Wenn schlechte Nachrichten in einem Markt, der wochenlang vor allem nach unten schaute, keine Schreckreaktion mehr auslösen, dann verändert sich etwas. Dazu passt der obige Volatility-Chart. Jede Kerze stellt eine Woche dar. Im März 2020 reißt es die Notierungen hoch, das ist die Covid-Unsicherheit. Im Chart markiert der linke Pfeil den heftigen Kursausschlag. Die Schwankungsbreite der S+P 500-Aktien geht in den Monaten danach zurück, im Sommer/Herbst 2021 erreicht sie ihren Tiefpunkt: Die Mehrzahl der Anleger, die sich in den Pandemie-bestimmten Aktienmarkt getraut haben, sitzt auf großen Gewinnen, diese Anleger glauben, sie haben die Marktregeln endlich verstanden.
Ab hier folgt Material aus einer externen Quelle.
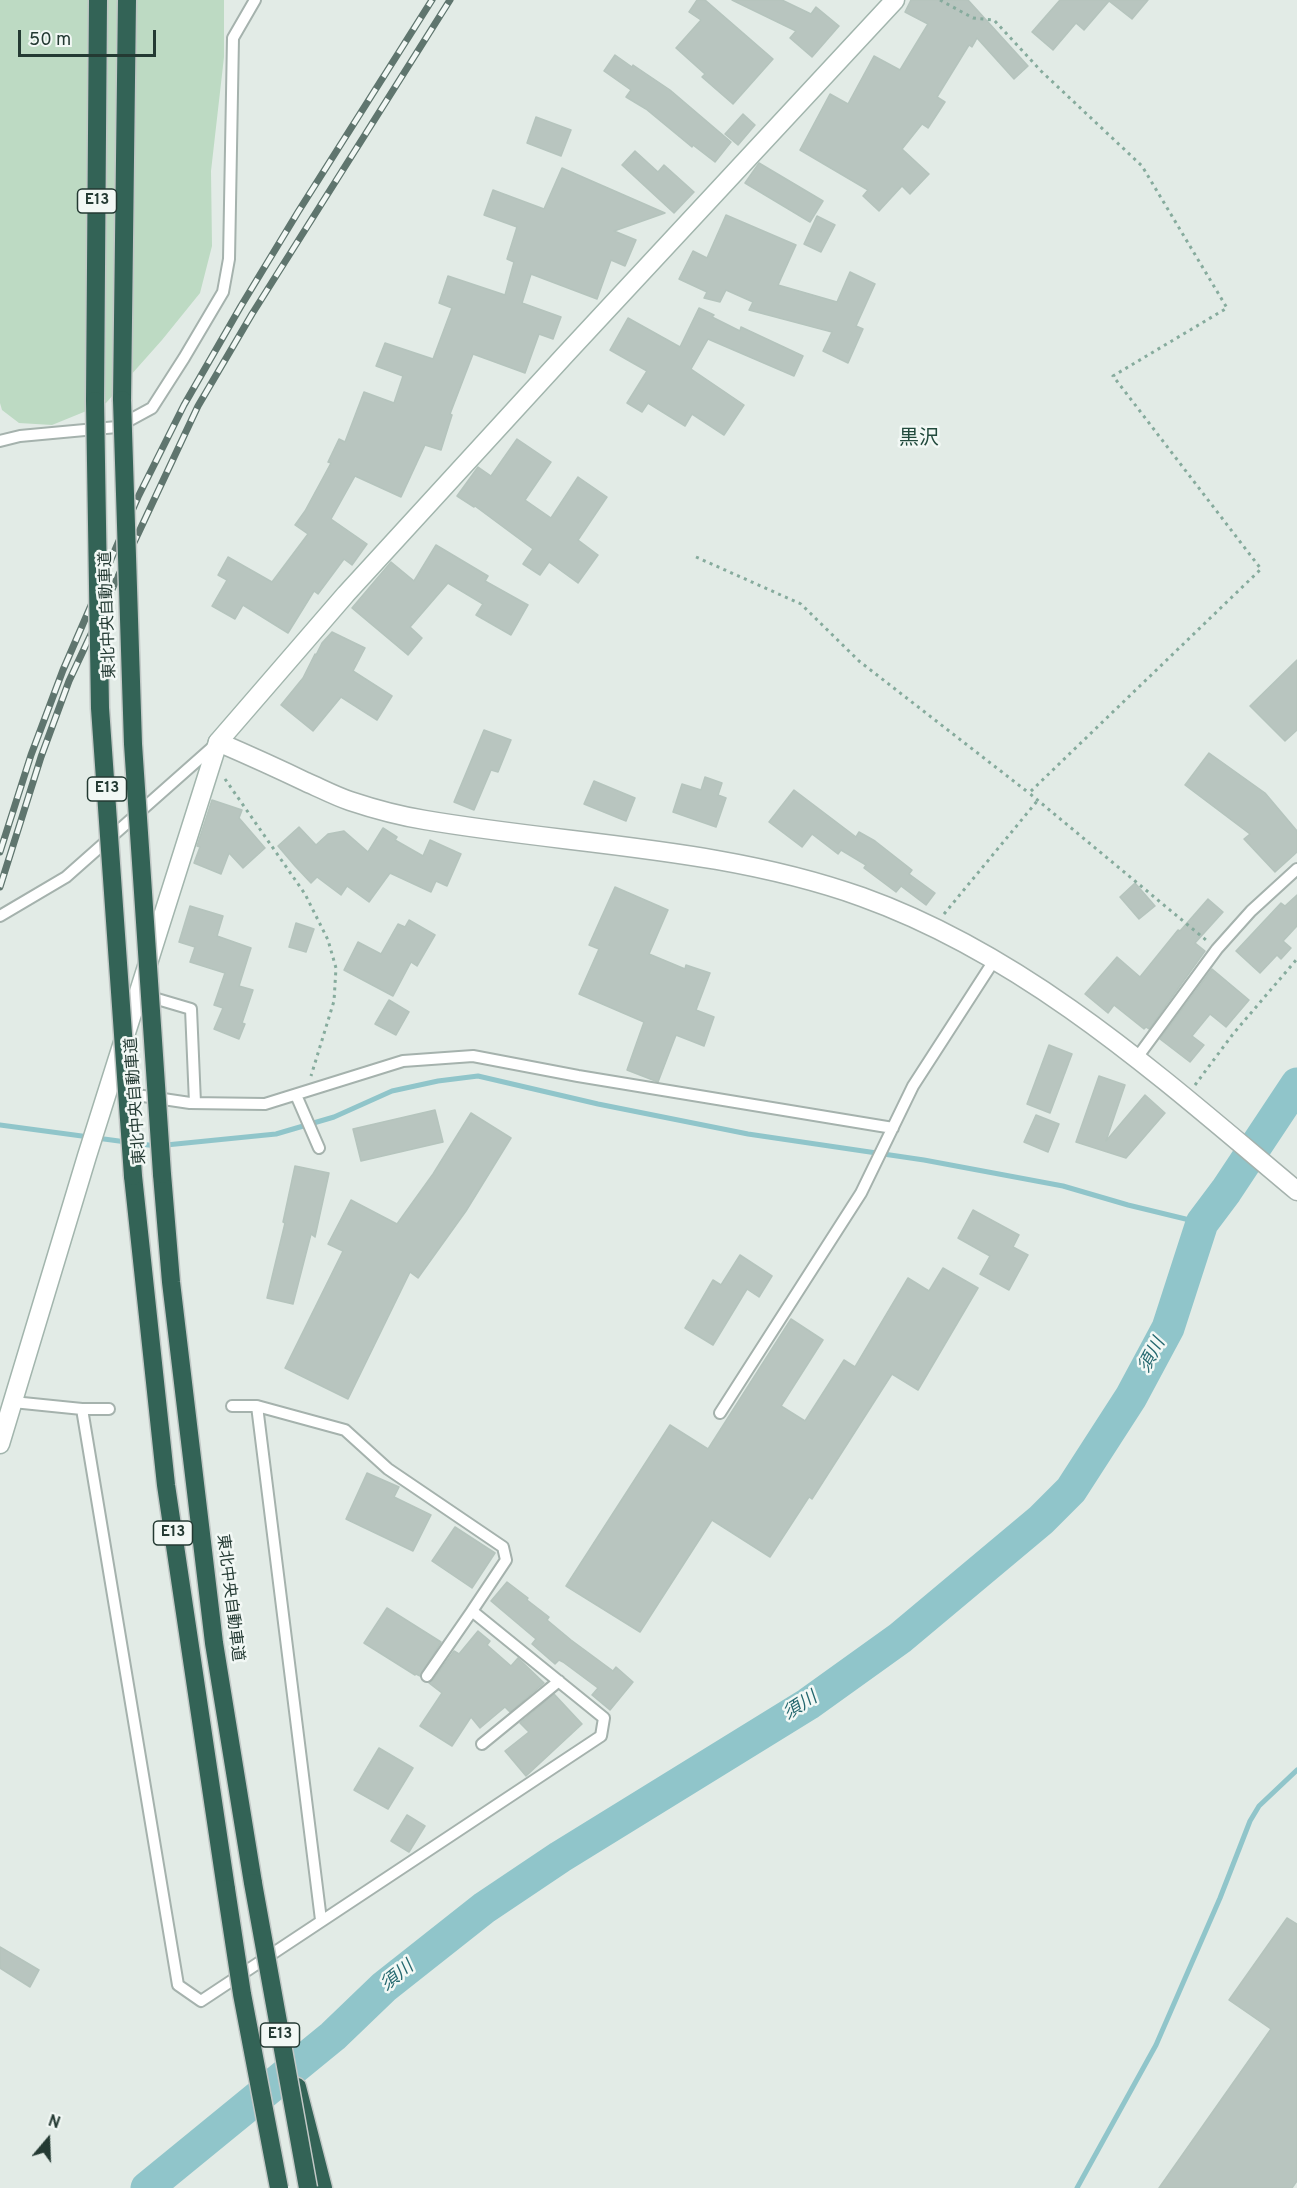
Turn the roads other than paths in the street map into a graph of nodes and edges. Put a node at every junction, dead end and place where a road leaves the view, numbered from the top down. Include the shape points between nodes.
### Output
1 (98, 0) edge
2 (127, 0) edge
3 (255, 0) edge
4 (895, 0) edge
5 (0, 441) edge
6 (219, 742) junction
7 (1297, 869) edge
8 (0, 916) edge
9 (995, 959) junction
10 (138, 993) junction
11 (1136, 1059) junction
12 (300, 1094) junction
13 (106, 1096) junction
14 (195, 1103) junction
15 (893, 1128) junction
16 (318, 1146) dead end
17 (1297, 1191) edge
18 (13, 1402) junction
19 (232, 1406) dead end
20 (257, 1406) junction
21 (82, 1409) junction
22 (109, 1409) dead end
23 (720, 1413) dead end
24 (0, 1444) edge
25 (472, 1611) junction
26 (427, 1676) dead end
27 (559, 1681) junction
28 (482, 1744) dead end
29 (321, 1920) junction
30 (269, 1978) junction
31 (279, 2188) edge
32 (308, 2188) edge
33 (323, 2188) edge

1 - 31 highway, 東北中央自動車道 / E13, bridge via 95,401 100,708 133,1176 166,1485 242,1994
2 - 30 highway, 東北中央自動車道 / E13, bridge via 122,400 133,744 162,1174 212,1632
3 - 5 lane via 233,38 229,259 223,292 205,324 152,408 117,427
4 - 6 street via 346,594
6 - 8 lane via 66,876
6 - 9 street via 348,801 424,820 627,846 783,874 861,896 934,926
6 - 10 street
7 - 11 lane via 1251,910 1217,949
9 - 11 street
9 - 15 lane via 913,1086
10 - 13 street
10 - 14 lane via 190,1009
11 - 17 street
12 - 14 lane via 265,1104
12 - 15 lane via 403,1061 473,1056
12 - 16 lane
13 - 14 lane
13 - 18 street
15 - 23 lane via 861,1193
18 - 21 lane
18 - 24 street
19 - 20 lane
20 - 25 lane via 345,1430 388,1469 503,1547 506,1560
20 - 29 lane
21 - 22 lane
21 - 29 lane via 178,1985 201,2001
25 - 26 lane
25 - 27 lane
27 - 28 lane
27 - 29 lane via 604,1718 601,1736
30 - 32 highway, 東北中央自動車道 / E13, bridge
30 - 33 highway, bridge

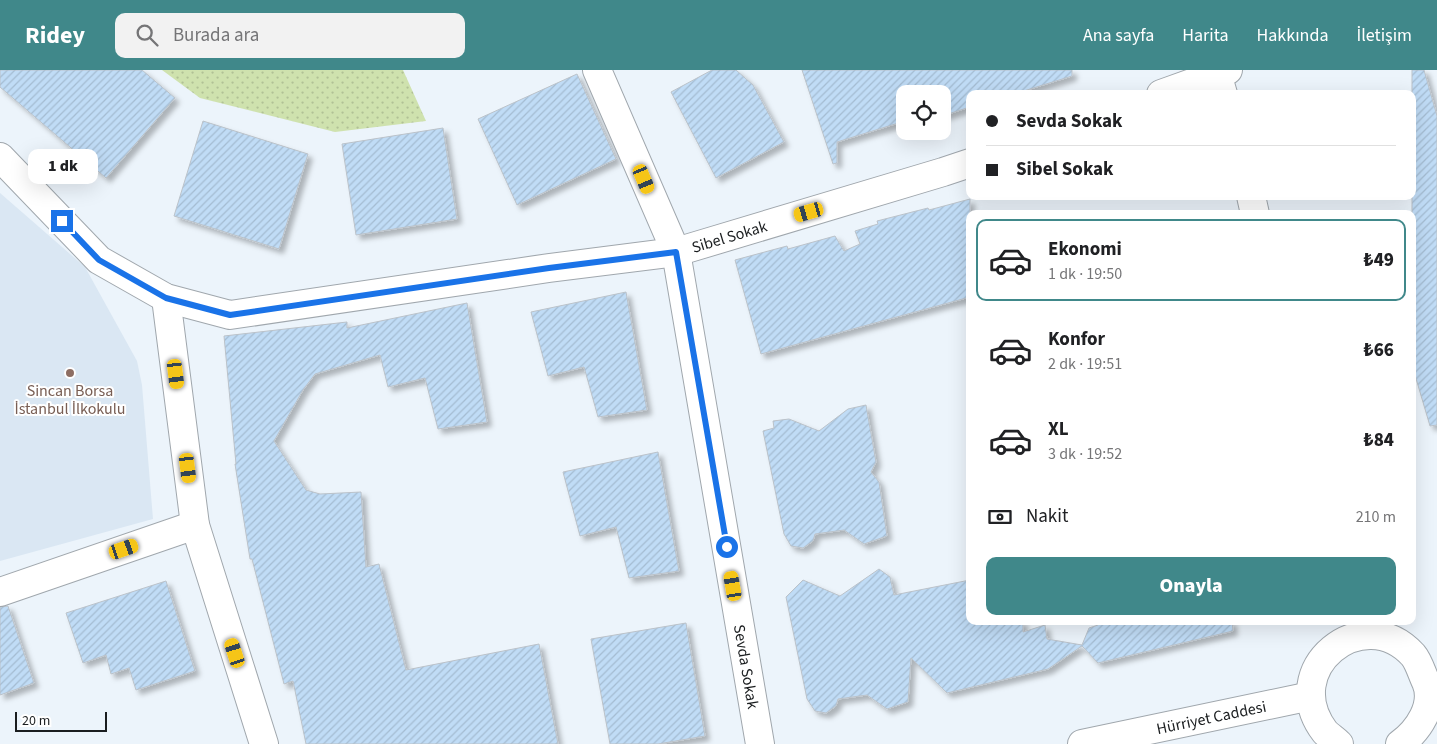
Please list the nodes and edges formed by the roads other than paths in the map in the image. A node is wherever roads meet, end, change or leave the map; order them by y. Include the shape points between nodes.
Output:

Das haben sie auch. Aber es sind die Regeln des Pandemiemarktes. Powell pumpt Geld in den Markt. Ende November 2021 ahnen die Schlauesten der Schlauen, dass die Regeln geändert werden könnten, der Index zieht an, denn die Superschlauen beginnen umzuschichten. Sie ahnen, das Powell gezwungen sein könnte, Geld aus dem Markt zu nehmen, um die Inflation zu bekämpfen. Ein austrocknender Fed-Geldzufluss würde zurückgehende Aktienkurse bedeuten. Im März diesen Jahres erreicht der Vola-Index einen erneuten Hochpunkt, Putins Krieg spielt hier eine Rolle und die späte Erkenntnis und darauffolgende Umpositionierung der Nicht-ganz-so-Schlauen, dass ab jetzt Inflations- und Rezessions­gefahren das Großthema sind. In den letzten Wochen dann schwächt sich die Volatilität ab, ich habe dort im Chart einen Pfeil eingezeichnet. Zähneknirschend akzeptieren auch die Ich-will-trotz-allem-Rechthabenwoller, die selbstbewusst gewordenen Gewinner des letzten Jahres, die weiter nach den alten Regeln spielen wollten, die neue Spieleordnung. Das heißt, sie haben verkauft oder sie mögen sich ihre Depotleichen nicht mehr anschauen und vergessen sie, so gut es geht.

Damit sind wir im neuen Normal angekommen. Die Masse hat sich umorientiert, sie hat akzeptiert. Für den Sommer ist das keine schlechte Ausgangsposition. Da will ich mich entspannen, am Strand liegen oder Städte entdecken. Die Börse braucht weniger Aufmerksamkeit, die Kurse baumeln herum.